- TRY IT: Locate the string "middle" in the listing below. Copy every line where it is found.

- DATASET EXCERPTS:
------------------------------------------------

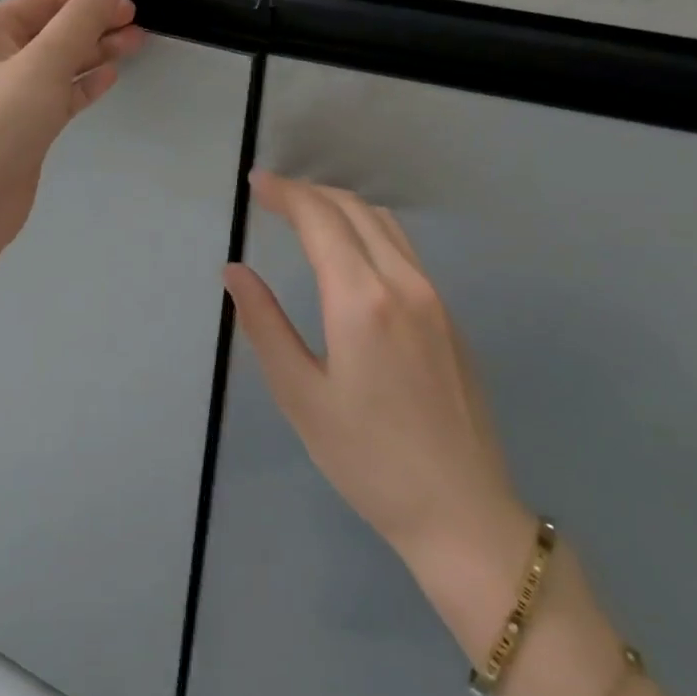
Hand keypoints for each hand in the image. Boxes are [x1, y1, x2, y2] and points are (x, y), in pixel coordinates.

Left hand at [0, 0, 142, 256]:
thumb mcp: (42, 63)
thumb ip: (80, 21)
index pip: (45, 0)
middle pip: (54, 30)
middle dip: (95, 23)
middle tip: (139, 22)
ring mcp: (10, 95)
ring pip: (60, 63)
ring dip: (95, 51)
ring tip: (136, 42)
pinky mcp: (25, 127)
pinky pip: (59, 95)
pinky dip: (84, 85)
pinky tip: (111, 76)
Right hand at [224, 172, 534, 640]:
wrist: (462, 512)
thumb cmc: (367, 460)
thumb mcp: (301, 396)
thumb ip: (264, 325)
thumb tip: (234, 272)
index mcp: (362, 301)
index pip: (320, 220)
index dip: (285, 194)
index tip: (255, 183)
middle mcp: (404, 284)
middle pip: (355, 210)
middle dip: (310, 193)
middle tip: (272, 195)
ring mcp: (435, 298)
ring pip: (385, 225)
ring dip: (342, 207)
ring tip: (305, 214)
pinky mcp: (449, 317)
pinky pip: (404, 250)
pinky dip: (368, 230)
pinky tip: (349, 252)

------------------------------------------------

- RESULT OF THIS TASK:
middle pip: (54, 30)
middle dip: (95, 23)
middle tip: (139, 22)
middle mcp: (404, 284)
middle pip: (355, 210)
middle dip: (310, 193)
middle tip: (272, 195)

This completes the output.